Accumulation of amyloid beta (Ab) triggers activation of calpain and several kinases, inhibits CREB and Rho A, and induces excess tau phosphorylation, which all contribute to critical events in AD. The p75 receptor interacts with “death adaptors” to promote these events, and it is expressed in many neurons that degenerate at various stages of AD. However, p75 also can interact with “survival adaptors.” To identify and generate p75 receptor ligands that lean toward survival instead of death, Dr. Longo and colleagues have employed a virtual screening approach to identify neurotrophin domain mimetics. Candidate molecules are subjected to extensive testing to prove that they are indeed ligands, that they activate p75 signaling that favors survival, and that they block or inhibit the ability of Ab to induce its cascade of molecular events involved in AD. Through this approach, Dr. Longo and his colleagues have identified several ligands that prevent Ab-induced neuronal death, neuritic dystrophy, and synaptic dysfunction. Moreover, these small molecules inhibit Ab-induced spine loss, which is the best morphologic correlate of loss of cognition in AD.

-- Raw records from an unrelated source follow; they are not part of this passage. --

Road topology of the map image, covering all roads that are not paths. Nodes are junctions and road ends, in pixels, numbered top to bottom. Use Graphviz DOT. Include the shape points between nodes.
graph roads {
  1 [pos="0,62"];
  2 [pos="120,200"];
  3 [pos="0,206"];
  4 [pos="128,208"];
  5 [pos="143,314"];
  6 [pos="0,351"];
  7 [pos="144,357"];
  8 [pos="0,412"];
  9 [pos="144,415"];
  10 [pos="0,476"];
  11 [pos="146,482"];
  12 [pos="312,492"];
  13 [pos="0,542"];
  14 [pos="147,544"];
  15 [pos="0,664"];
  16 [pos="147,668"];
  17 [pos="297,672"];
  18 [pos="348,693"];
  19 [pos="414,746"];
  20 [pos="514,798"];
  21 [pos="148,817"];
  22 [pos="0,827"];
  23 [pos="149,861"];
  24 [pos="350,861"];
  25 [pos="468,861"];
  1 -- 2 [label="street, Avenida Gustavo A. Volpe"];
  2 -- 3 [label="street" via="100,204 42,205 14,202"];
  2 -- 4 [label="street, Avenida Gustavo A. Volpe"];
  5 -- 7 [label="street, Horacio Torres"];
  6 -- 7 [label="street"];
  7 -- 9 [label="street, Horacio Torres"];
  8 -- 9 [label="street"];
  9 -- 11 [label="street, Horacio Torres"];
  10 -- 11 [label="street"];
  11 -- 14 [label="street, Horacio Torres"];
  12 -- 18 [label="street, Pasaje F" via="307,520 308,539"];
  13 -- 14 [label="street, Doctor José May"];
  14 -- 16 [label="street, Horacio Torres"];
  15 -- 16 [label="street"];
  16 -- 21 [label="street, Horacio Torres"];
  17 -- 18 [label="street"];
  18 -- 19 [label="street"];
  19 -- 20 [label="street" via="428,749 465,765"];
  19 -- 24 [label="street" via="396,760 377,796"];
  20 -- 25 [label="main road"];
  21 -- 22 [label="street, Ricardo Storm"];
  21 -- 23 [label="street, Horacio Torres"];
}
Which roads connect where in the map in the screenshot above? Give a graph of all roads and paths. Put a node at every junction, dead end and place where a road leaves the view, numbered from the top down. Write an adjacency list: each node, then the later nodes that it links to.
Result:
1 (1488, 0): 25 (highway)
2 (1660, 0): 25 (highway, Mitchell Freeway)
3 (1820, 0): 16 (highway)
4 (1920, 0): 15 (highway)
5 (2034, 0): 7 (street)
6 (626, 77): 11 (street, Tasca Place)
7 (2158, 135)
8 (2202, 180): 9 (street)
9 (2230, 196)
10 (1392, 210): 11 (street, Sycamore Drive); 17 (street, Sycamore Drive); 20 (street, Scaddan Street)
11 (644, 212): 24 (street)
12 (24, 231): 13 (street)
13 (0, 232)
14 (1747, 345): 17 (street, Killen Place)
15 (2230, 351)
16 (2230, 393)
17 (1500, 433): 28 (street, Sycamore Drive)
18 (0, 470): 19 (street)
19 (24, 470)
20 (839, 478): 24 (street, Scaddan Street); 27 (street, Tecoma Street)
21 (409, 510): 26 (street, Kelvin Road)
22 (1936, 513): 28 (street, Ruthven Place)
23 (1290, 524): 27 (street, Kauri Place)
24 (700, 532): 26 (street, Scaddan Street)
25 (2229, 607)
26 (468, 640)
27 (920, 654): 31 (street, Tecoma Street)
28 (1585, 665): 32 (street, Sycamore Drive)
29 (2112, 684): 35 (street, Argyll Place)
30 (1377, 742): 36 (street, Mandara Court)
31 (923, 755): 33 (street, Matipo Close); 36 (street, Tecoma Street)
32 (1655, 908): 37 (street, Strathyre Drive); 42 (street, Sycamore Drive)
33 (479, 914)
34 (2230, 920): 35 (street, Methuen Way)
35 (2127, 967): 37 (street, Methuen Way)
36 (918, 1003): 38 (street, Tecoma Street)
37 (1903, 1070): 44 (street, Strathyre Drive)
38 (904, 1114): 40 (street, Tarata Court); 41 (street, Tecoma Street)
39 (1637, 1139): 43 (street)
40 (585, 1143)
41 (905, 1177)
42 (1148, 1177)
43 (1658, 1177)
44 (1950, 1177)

All of this work has been done in vitro. Dr. Longo and colleagues now have a U01 grant to explore efficacy in vivo with respect to morphology, behavior, and signaling in mouse models, then to scale up the most effective molecules and eventually move to phase I trials. They have shown that two of their ligands reduce neuritic dystrophy and reverse spine loss, although Ab accumulation is unaffected. Moreover, mice treated with these ligands appear to learn just as well as wild-type mice in delayed matching-to-place, a behavioral paradigm involving working and episodic memory. Treatment with these ligands also appears to prevent or reverse basal forebrain cholinergic neuron (BFCN) atrophy, which has been associated with normal, age-associated memory loss. The ligands are effective even in older mice.
Discussion focused primarily on technical and hypothetical aspects of Dr. Longo’s work. Dr. Longo noted that these ligands are available for academic collaboration and expressed a desire to test them in different models.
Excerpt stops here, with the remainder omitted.